Fruit soaks in rum for up to a year to make this rich Caribbean Christmas cake.

If you’re someone who can’t wait to plan Christmas every year, it’s never too early to start preparing the Caribbean holiday treat known as black cake or Christmas cake. To make this dessert, islanders soak dried fruit in rum and cherry brandy for up to a year before baking.

After British colonists introduced plum pudding (which is more like cake than it sounds) to Caribbean islands, locals adapted the recipe with available ingredients. Black cake may be a far cry from the original pudding or its cousin, fruitcake, but it does include a combination of cherries, raisins, prunes, currants, and dates. Where traditional fruitcake makers leave the pieces of soaked fruit intact, black cake bakers pulverize them into a sweet paste. The finished product is a rich, smooth cake that may be iced, but more often stands alone.
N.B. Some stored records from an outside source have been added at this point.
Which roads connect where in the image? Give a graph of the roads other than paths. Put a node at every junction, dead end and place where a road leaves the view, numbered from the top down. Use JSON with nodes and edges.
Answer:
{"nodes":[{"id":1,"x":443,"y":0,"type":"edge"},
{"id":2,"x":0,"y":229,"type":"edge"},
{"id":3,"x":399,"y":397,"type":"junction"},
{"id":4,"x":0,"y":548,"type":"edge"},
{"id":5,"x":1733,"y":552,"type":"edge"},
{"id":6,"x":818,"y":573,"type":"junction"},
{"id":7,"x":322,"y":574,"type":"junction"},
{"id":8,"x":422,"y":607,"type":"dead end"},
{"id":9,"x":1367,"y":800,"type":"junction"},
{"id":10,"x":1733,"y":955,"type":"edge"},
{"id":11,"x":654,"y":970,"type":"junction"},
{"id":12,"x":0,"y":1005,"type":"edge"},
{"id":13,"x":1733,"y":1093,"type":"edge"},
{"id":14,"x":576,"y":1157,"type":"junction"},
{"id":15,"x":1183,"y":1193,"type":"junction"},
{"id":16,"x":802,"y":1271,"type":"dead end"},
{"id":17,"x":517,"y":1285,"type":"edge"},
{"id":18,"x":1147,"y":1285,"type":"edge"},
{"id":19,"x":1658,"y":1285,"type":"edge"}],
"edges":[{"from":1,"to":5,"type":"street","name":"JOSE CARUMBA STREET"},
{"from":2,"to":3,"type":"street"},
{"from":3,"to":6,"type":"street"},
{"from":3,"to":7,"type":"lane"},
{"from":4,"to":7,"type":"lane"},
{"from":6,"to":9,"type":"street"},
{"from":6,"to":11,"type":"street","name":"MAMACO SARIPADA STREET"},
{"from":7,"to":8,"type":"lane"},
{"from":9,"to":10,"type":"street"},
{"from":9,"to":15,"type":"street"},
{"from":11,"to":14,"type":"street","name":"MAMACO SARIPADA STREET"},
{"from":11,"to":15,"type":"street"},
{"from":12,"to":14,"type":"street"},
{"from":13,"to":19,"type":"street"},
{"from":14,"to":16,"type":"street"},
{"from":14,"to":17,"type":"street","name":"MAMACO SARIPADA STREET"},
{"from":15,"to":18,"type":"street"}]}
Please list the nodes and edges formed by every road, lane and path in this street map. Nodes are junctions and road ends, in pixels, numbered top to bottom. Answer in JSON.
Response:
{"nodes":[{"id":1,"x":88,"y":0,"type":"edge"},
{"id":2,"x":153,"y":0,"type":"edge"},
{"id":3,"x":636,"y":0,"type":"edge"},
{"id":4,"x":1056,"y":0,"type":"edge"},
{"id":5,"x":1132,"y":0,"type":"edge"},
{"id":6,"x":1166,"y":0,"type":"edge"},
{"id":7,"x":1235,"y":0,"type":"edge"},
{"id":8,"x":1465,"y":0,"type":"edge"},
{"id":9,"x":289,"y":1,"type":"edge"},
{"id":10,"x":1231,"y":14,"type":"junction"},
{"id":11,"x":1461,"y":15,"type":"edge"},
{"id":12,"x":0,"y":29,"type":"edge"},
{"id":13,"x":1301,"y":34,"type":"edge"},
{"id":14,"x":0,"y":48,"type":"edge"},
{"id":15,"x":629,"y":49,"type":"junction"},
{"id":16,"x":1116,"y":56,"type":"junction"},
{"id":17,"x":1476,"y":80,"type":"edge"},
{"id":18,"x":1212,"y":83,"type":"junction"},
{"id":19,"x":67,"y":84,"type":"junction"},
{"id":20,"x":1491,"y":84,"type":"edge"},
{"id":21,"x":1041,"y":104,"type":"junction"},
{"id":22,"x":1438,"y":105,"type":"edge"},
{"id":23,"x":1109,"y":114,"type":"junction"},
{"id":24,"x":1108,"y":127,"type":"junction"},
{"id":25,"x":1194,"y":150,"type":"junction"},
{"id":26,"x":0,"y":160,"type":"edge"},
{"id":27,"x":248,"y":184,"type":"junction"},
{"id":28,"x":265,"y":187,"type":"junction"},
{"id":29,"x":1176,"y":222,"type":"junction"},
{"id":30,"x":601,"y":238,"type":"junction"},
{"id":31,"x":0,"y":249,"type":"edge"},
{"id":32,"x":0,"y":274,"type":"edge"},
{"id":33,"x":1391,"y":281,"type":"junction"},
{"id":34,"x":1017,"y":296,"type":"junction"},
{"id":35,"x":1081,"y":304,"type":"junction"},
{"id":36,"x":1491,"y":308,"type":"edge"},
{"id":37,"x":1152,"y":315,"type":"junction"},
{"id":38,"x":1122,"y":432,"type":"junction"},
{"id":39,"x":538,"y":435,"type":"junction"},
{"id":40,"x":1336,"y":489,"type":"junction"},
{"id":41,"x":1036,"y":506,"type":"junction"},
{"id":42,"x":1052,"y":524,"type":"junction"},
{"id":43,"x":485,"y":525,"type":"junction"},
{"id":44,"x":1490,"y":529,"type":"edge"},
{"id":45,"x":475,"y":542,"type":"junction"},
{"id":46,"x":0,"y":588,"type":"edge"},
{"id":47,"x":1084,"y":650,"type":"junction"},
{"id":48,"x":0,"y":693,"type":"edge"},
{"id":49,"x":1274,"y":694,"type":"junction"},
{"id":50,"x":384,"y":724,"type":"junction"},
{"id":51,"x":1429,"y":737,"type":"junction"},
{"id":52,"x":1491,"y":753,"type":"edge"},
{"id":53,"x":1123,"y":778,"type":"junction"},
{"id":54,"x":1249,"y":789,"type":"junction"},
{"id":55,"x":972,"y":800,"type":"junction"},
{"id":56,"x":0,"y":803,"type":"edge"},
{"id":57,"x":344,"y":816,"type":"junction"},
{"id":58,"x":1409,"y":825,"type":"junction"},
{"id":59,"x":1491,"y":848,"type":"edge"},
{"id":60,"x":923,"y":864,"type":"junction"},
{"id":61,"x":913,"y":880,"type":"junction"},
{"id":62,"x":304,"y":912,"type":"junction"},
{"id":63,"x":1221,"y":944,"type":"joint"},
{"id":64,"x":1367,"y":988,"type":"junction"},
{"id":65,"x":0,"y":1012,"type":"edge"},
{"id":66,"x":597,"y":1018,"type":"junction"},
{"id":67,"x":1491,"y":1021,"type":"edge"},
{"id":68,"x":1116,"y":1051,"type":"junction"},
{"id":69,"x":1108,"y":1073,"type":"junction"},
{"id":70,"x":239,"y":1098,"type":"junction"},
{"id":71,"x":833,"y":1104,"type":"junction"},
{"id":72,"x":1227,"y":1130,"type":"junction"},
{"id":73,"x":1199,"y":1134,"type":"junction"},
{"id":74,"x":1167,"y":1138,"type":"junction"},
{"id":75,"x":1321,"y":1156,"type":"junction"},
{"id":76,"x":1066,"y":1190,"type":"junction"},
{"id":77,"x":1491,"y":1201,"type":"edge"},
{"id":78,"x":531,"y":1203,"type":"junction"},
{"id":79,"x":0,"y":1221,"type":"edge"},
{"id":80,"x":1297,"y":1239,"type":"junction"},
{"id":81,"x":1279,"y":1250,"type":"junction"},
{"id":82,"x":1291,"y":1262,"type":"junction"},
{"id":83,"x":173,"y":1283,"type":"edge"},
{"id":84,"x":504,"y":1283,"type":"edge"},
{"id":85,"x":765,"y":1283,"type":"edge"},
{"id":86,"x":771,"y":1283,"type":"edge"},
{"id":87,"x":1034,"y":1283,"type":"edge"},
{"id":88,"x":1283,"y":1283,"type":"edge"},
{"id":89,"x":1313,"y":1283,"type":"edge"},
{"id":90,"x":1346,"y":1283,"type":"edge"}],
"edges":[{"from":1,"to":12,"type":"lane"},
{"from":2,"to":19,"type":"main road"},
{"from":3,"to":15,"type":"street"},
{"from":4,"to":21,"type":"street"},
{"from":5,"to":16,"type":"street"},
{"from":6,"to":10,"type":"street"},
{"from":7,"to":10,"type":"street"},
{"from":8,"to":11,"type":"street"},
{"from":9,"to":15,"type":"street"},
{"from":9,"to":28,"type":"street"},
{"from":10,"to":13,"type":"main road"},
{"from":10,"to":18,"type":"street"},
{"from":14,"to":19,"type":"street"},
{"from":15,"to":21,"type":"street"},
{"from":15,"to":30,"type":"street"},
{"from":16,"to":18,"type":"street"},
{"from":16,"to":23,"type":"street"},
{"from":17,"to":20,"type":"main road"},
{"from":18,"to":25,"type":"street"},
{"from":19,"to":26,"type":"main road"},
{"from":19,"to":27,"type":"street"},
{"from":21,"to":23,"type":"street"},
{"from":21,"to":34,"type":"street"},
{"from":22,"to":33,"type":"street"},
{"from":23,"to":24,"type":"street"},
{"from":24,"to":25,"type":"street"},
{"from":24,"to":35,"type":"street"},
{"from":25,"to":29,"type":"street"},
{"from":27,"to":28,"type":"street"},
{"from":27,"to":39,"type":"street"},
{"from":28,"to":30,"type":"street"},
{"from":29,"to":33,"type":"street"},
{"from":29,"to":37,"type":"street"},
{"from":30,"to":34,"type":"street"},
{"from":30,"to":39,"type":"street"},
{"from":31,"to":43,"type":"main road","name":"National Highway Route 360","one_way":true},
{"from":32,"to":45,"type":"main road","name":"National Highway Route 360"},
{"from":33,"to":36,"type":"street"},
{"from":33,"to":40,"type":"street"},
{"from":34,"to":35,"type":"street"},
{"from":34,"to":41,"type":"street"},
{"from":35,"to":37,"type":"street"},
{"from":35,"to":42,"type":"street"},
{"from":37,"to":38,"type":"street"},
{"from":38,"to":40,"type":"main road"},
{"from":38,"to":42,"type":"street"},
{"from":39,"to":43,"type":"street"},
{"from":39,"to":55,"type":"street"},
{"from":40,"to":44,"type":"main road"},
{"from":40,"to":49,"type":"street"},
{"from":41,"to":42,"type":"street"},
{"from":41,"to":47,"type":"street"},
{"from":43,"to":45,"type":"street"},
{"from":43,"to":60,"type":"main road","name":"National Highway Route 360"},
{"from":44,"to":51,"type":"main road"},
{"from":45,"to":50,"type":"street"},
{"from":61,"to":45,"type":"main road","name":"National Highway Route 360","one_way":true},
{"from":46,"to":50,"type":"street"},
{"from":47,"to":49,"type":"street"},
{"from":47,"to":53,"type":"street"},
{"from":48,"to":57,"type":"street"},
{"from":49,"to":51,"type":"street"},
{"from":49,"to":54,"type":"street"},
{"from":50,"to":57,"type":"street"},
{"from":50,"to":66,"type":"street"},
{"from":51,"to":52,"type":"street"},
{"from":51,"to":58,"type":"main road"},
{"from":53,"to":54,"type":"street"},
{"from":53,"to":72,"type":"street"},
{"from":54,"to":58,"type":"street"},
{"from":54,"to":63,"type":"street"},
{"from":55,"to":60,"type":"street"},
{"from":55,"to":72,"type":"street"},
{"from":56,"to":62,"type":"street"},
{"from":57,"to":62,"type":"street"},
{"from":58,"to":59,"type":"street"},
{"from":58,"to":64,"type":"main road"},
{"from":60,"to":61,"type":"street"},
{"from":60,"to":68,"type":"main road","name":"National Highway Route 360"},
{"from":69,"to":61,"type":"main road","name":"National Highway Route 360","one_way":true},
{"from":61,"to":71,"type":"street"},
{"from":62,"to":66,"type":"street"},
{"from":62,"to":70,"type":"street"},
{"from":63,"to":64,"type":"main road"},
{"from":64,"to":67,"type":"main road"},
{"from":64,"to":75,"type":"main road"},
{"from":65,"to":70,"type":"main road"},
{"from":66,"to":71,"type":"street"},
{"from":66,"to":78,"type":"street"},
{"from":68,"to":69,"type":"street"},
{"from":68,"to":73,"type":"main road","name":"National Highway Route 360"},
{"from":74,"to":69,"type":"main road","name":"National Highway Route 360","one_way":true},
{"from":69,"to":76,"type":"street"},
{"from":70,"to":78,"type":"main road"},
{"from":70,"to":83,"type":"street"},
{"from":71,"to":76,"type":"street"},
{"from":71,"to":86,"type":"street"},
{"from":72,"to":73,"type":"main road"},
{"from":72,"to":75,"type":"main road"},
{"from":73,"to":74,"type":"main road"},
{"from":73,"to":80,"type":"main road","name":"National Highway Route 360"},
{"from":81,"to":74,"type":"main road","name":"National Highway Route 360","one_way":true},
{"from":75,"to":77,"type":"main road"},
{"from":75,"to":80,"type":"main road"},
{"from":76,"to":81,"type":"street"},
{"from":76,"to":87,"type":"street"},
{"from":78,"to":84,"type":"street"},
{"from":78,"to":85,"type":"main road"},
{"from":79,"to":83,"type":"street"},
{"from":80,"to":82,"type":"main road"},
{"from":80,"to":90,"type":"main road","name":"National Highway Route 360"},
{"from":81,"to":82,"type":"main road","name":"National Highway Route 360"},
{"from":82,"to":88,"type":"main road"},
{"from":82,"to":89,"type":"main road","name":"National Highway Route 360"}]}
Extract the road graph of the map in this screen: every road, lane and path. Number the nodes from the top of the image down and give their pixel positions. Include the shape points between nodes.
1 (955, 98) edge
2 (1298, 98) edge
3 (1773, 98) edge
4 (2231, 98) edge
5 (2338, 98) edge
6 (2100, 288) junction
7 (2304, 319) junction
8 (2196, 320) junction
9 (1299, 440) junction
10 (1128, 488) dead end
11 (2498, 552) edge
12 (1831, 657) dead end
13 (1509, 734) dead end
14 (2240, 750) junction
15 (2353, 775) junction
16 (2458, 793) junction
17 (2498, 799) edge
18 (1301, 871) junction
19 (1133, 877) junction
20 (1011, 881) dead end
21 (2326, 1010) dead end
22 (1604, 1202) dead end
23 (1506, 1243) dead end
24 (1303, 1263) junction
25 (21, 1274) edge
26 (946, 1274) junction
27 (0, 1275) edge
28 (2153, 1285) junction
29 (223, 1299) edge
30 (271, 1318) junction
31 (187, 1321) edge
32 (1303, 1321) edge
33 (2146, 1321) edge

Regional flavors punctuate the uniquely Caribbean confection. A combination of extracts, called “mixed essence,” adds notes of vanilla, almond, and pear (though on Trinidad, home of Angostura, recipes may use bitters and vanilla). A homemade burnt-sugar syrup called “browning” contributes a caramel flavor. And the rum-soaked fruit offers a bit of bittersweetness. The New York Times describes the resulting cake as “darker, deeper and altogether more absorbing” than its fruitcake relatives.

Families across the islands and their relatives in the United States—especially in New York—reserve baking and eating black cake for Christmas. Whoever’s making black cake bakes only a few, so giving one is a deeply affectionate gesture. Someone devoted months of preparation and more than four hours of baking to each cake, along with lots of love, liquor, and expensive fruit. Digging in should make you feel like a slice of the sweet itself—warm and more full of rum than you appear.